**Section 11.2 Problem 10**: Find the limit, if it exists, or show that the limit does not exist. \lim_{(x,y)\to(0,0)}\frac{x^2\sin^2y}{x^2+2y^2}.

Comment: Notice that for 0\leq\frac{x^2\sin^2y}{x^2+2y^2}=\left(\frac{x^2}{x^2+2y^2}\right)\sin^2y. Then apply the squeeze theorem.

**Section 11.2 Problem 26**: Determine the set of points at which the function is continuous. f(x,y,z)=\sqrt{y-x^2}\ln z.

Comment: As the function is a composition of several continuous function, it is continuous on its domain.

**Section 11.2 Problem 28**: Determine the set of points at which the function is continuous. f(x,y)=\begin{cases}\frac{xy}{x^2+xy+y^2}&\text{if }(x,y)\neq(0,0)\\0&\text{if }(x,y)=(0,0)\end{cases}.

Comment: Apparently f is continuous on \mathbb{R}^2-\{(0,0)\}. To see if it is continuous at (0,0), we need to check \lim_{(x,y)\to(0,0)}f(x,y)=0.

**Section 11.2 Problem 30**: Use polar coordinates to find the limit. \lim_{(x,y)\to(0,0)}(x^2+y^2)\ln(x^2+y^2).

Comment: Let r=\sqrt{x^2+y^2}. Then \lim_{(x,y)\to(0,0)}(x^2+y^2)\ln(x^2+y^2)=\lim_{r\to 0}r^2\ln(r^2). Then apply the l’Hospital’s rule.
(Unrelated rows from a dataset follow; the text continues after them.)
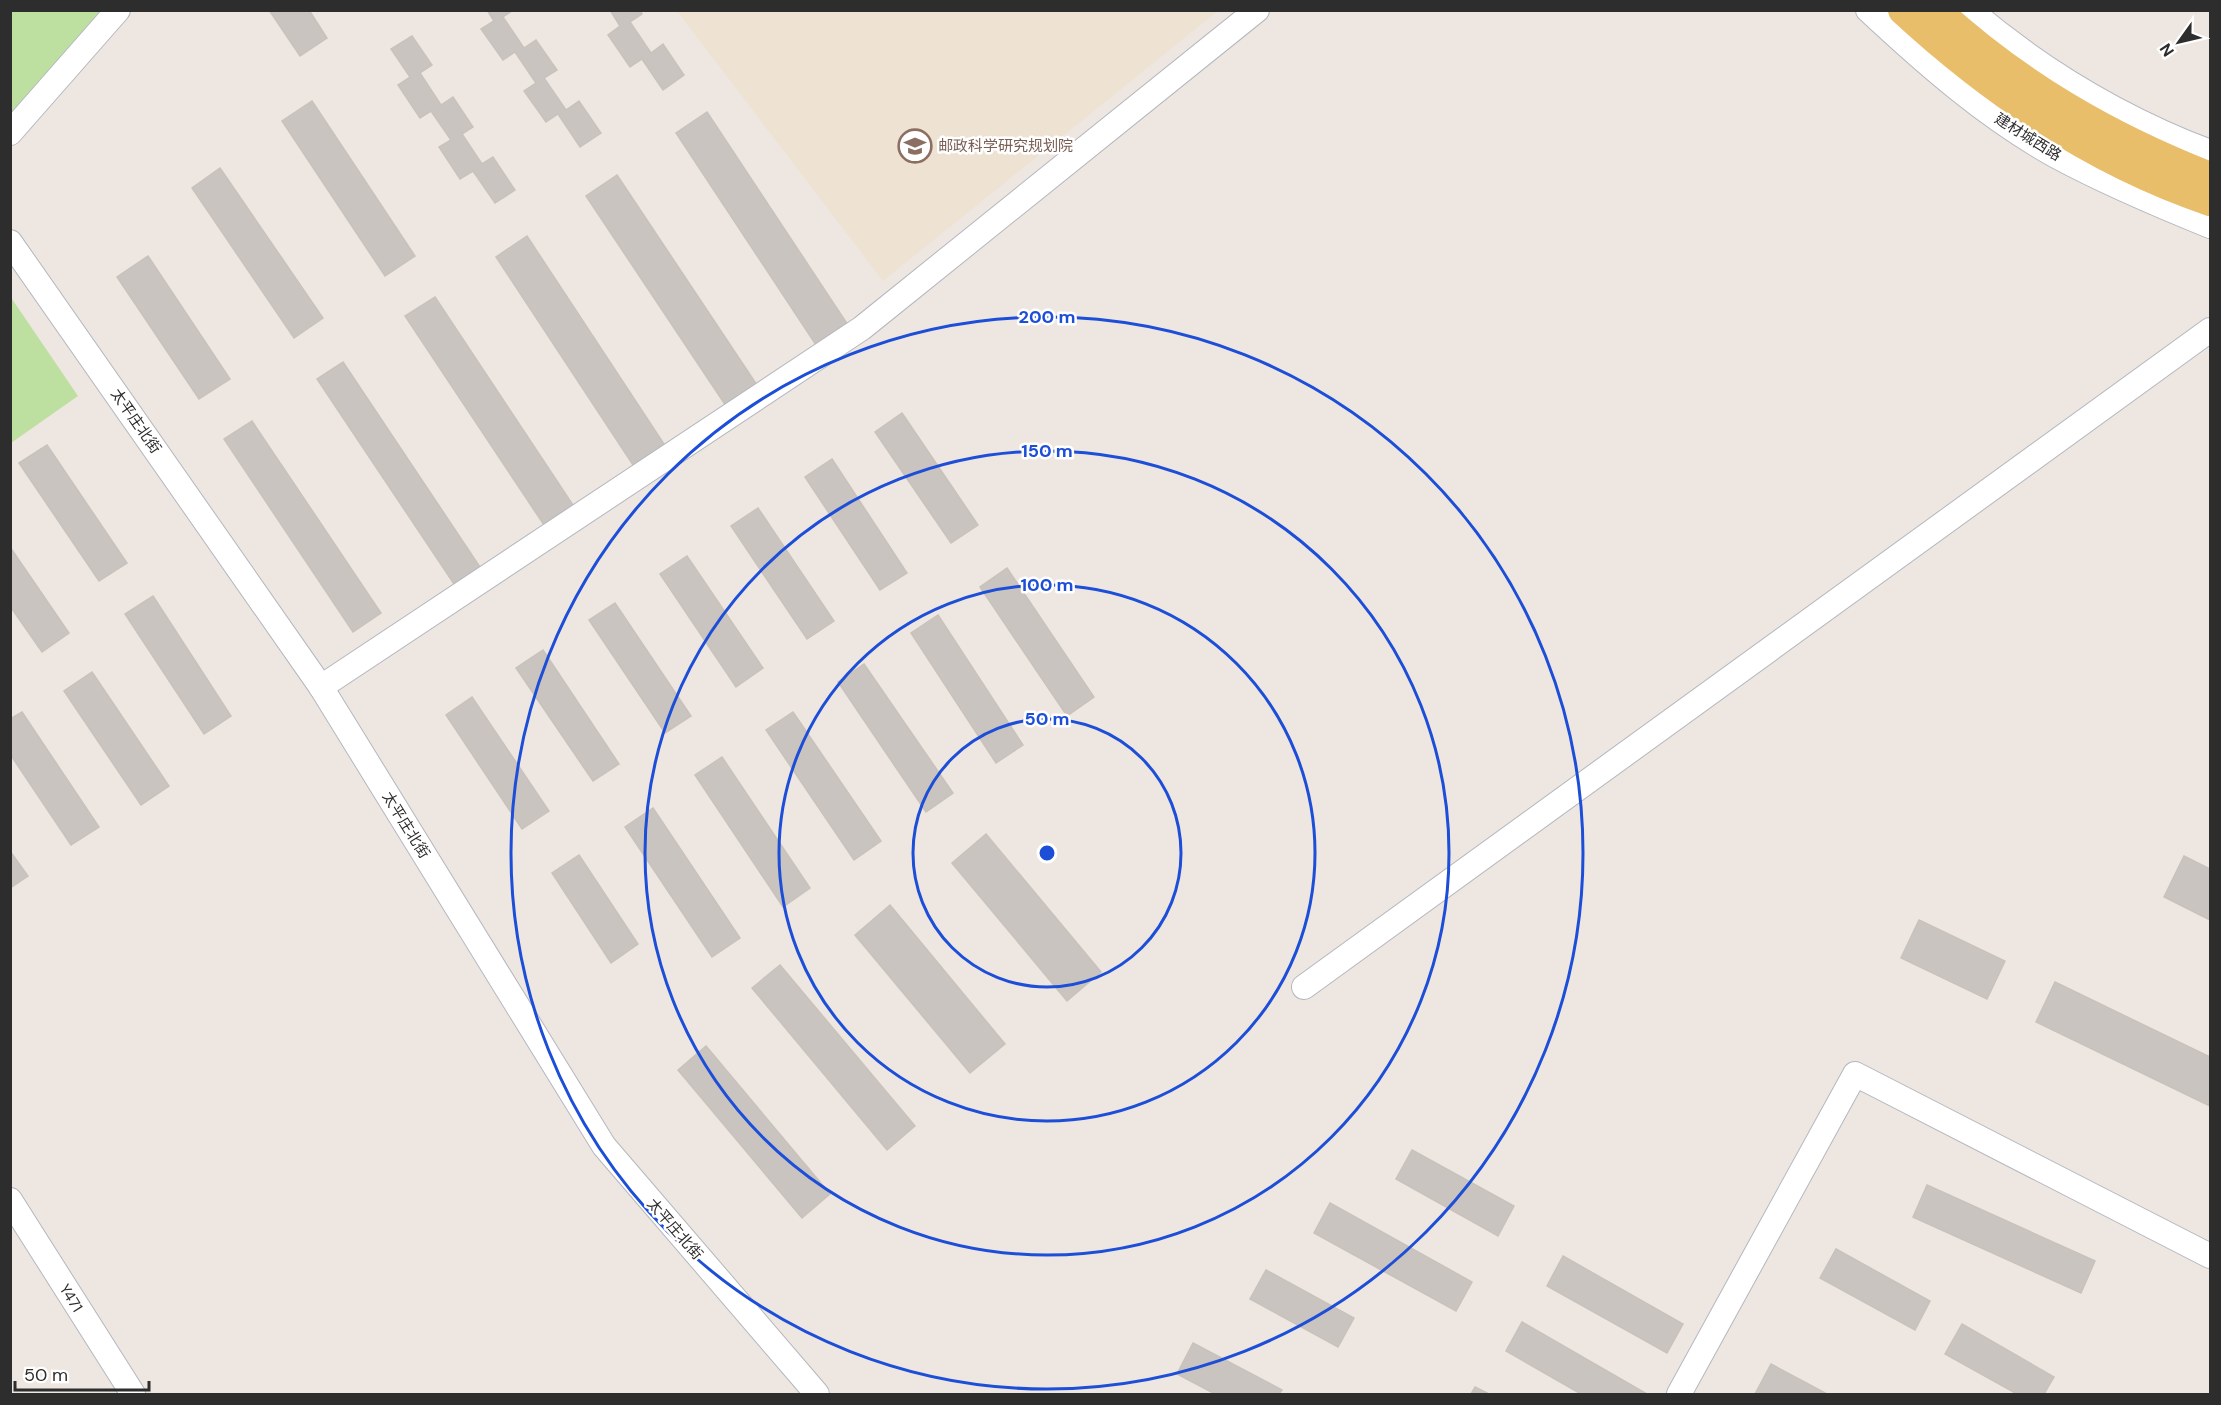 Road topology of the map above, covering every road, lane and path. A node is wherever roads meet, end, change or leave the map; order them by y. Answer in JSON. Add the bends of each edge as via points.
{"nodes":[{"id":1,"x":118,"y":10,"type":"edge"},
{"id":2,"x":1257,"y":10,"type":"edge"},
{"id":3,"x":1868,"y":10,"type":"edge"},
{"id":4,"x":1903,"y":10,"type":"edge"},
{"id":5,"x":1936,"y":10,"type":"edge"},
{"id":6,"x":1970,"y":10,"type":"edge"},
{"id":7,"x":10,"y":133,"type":"edge"},
{"id":8,"x":2211,"y":152,"type":"edge"},
{"id":9,"x":2211,"y":177,"type":"edge"},
{"id":10,"x":2211,"y":201,"type":"edge"},
{"id":11,"x":2211,"y":226,"type":"edge"},
{"id":12,"x":10,"y":242,"type":"edge"},
{"id":13,"x":2211,"y":330,"type":"edge"},
{"id":14,"x":321,"y":687,"type":"junction"},
{"id":15,"x":1304,"y":987,"type":"dead end"},
{"id":16,"x":10,"y":1200,"type":"edge"},
{"id":17,"x":2211,"y":1256,"type":"edge"},
{"id":18,"x":133,"y":1395,"type":"edge"},
{"id":19,"x":817,"y":1395,"type":"edge"},
{"id":20,"x":1679,"y":1395,"type":"edge"}],
"edges":[{"from":1,"to":7,"type":"street"},
{"from":2,"to":14,"type":"street","via":[[862,328]]},
{"from":3,"to":11,"type":"street","name":"建材城西路","via":[[1958,90],[2046,150],[2121,188]]},
{"from":4,"to":10,"type":"main road","name":"建材城西路","via":[[1959,60],[2041,118],[2112,159]]},
{"from":5,"to":9,"type":"main road","via":[[2012,73],[2068,110],[2124,141]]},
{"from":6,"to":8,"type":"street","via":[[2026,54],[2090,95],[2146,126]]},
{"from":12,"to":14,"type":"street","name":"太平庄北街"},
{"from":13,"to":15,"type":"street"},
{"from":14,"to":19,"type":"street","name":"太平庄北街","via":[[604,1146]]},
{"from":16,"to":18,"type":"street","name":"Y471"},
{"from":17,"to":20,"type":"street","via":[[1855,1074]]}]} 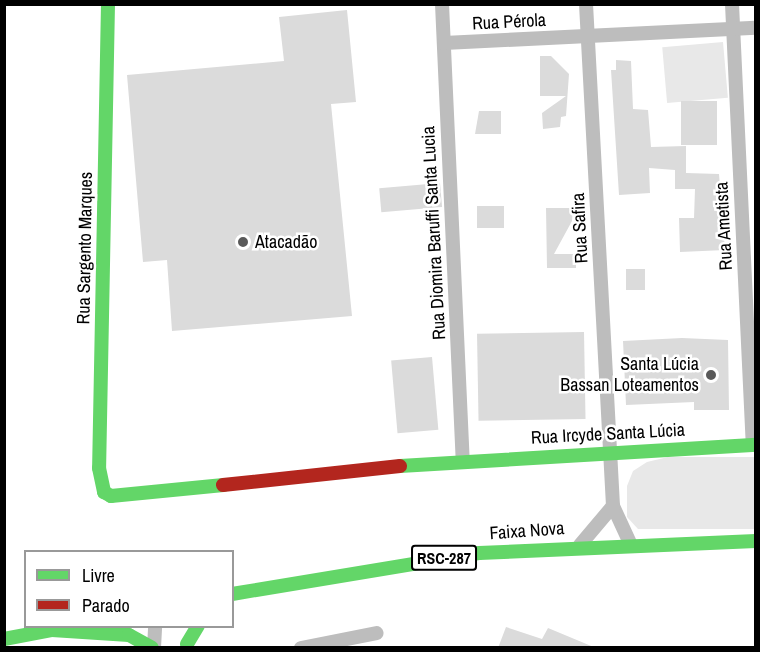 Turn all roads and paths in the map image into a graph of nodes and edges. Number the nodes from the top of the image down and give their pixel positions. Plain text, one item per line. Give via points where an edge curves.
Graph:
1 (108, 4) edge
2 (442, 4) edge
3 (586, 4) edge
4 (732, 4) edge
5 (733, 28) junction
6 (756, 28) edge
7 (588, 37) junction
8 (444, 43) junction
9 (754, 446) edge
10 (611, 450) junction
11 (463, 460) junction
12 (104, 492) joint
13 (613, 506) junction
14 (756, 541) edge
15 (630, 543) junction
16 (580, 545) junction
17 (257, 589) junction
18 (234, 594) edge
19 (234, 603) edge
20 (63, 628) edge
21 (155, 628) edge
22 (186, 628) edge
23 (197, 628) edge
24 (52, 630) junction
25 (377, 633) dead end
26 (4, 639) edge
27 (186, 646) edge
28 (153, 648) edge
29 (301, 648) edge

1 - 12 main road, Rua Sargento Marques via 99,468
2 - 8 street, Rua Diomira Baruffi Santa Lucia
3 - 7 street, Rua Safira
4 - 5 street, Rua Ametista
5 - 6 street, Rua Pérola
5 - 7 street, Rua Pérola
5 - 9 street, Rua Ametista
7 - 8 street, Rua Pérola
7 - 10 street, Rua Safira
8 - 11 street, Rua Diomira Baruffi Santa Lucia
9 - 10 main road, Rua Ircyde Santa Lúcia
10 - 11 main road, Rua Ircyde Santa Lúcia
10 - 13 street, Rua Safira
11 - 12 main road, Rua Ircyde Santa Lúcia via 111,496
13 - 15 street
13 - 16 street
14 - 15 main road, Faixa Nova / RSC-287
15 - 16 main road, Faixa Nova / RSC-287
16 - 17 main road, Faixa Nova / RSC-287 via 479,553
17 - 18 main road, Faixa Nova / RSC-287
17 - 19 main road
20 - 24 main road
21 - 28 street
22 - 27 street
23 - 27 main road
24 - 26 main road
24 - 28 main road via 129,635
25 - 29 street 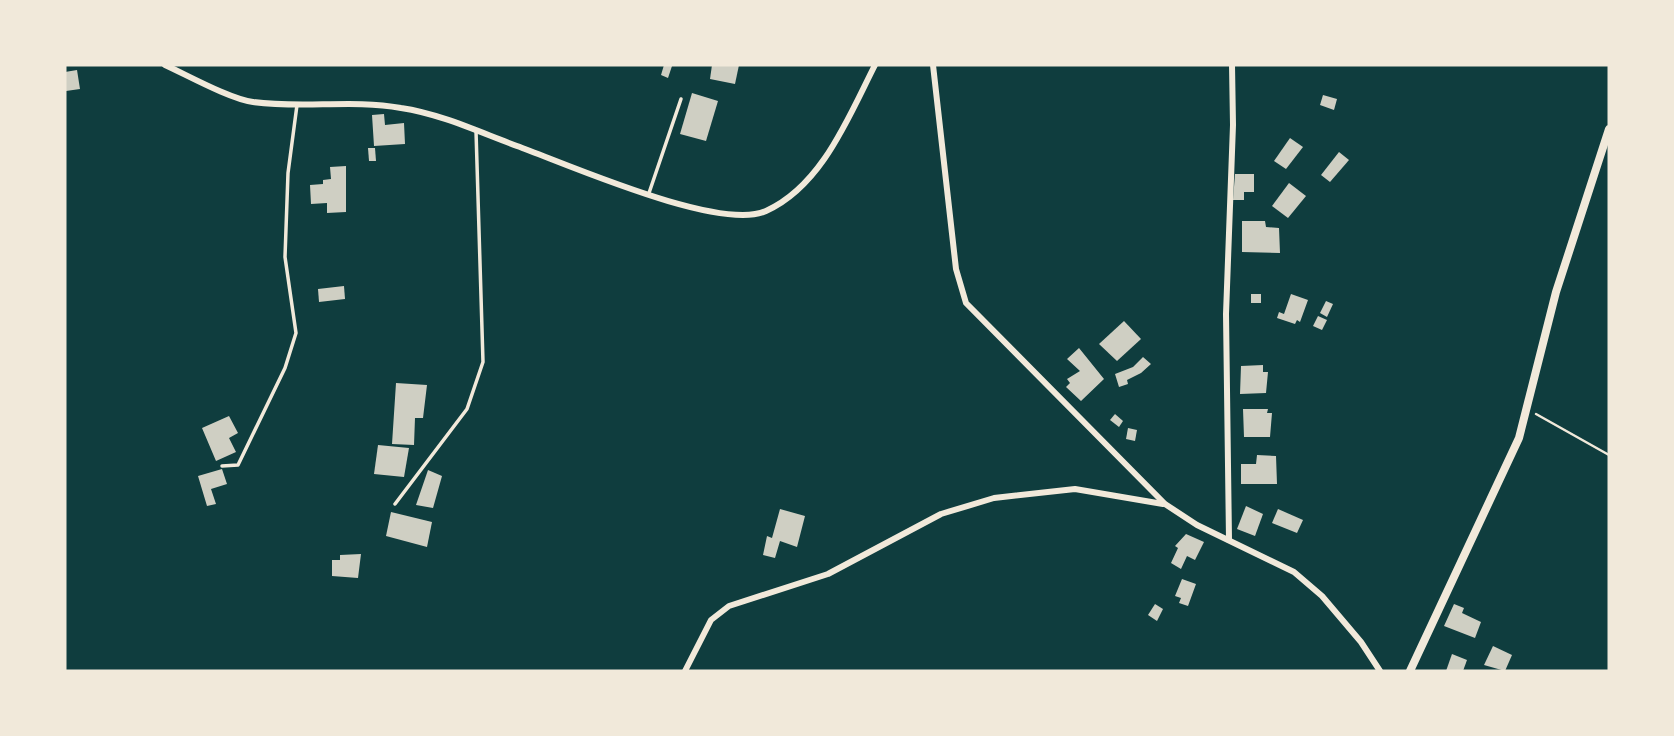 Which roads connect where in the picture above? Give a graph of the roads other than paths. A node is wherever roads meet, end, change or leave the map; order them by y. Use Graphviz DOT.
graph roads {
  1 [pos="165,65"];
  2 [pos="875,65"];
  3 [pos="933,65"];
  4 [pos="1231,65"];
  5 [pos="681,99"];
  6 [pos="297,105"];
  7 [pos="1609,129"];
  8 [pos="476,131"];
  9 [pos="649,194"];
  10 [pos="222,466"];
  11 [pos="395,504"];
  12 [pos="1165,504"];
  13 [pos="1229,540"];
  14 [pos="685,671"];
  15 [pos="1380,671"];
  16 [pos="1410,671"];
  1 -- 6 [label="street"];
  2 -- 9 [label="street"];
  3 -- 12 [label="street"];
  4 -- 13 [label="street"];
  5 -- 9 [label="lane"];
  6 -- 8 [label="street"];
  6 -- 10 [label="lane"];
  7 -- 16 [label="street"];
  8 -- 9 [label="street"];
  8 -- 11 [label="lane"];
  12 -- 13 [label="street"];
  12 -- 14 [label="street"];
  13 -- 15 [label="street"];
}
**Section 11.3 Problem 26**: Find the first partial derivatives of the function. u=x^{y/z}.

Comment: Recall that (x^a)'=ax^{a-1}.

** Section 11.3 Problem 55**: Find the indicated partial derivative. f(x, y, z)=e^{xyz^2}; f_{xyz}.

Solution: First f_x=yz^2f. Second f_{xy}=z^2f+yz^2f_y=z^2f+yz^2xz^2f=(z^2+xyz^4)f. Last f_{x,y,z}=(2z+4xyz^3)f+(z^2+xyz^4)f_z=(2z+4xyz^3)f+(z^2+xyz^4)2xyzf=2z(1+3xyz^2+x^2y^2z^4)e^{xyz^2}.

**Section 11.3 Problem 64a**: Show that each of the following functions is a solution of the wave equation u_{t t} = a^2u_{xx}. u=\sin(kx)\sin(akt).

Comment: Use the expression to get u_{tt}, u_{xx}. Check the equation holds.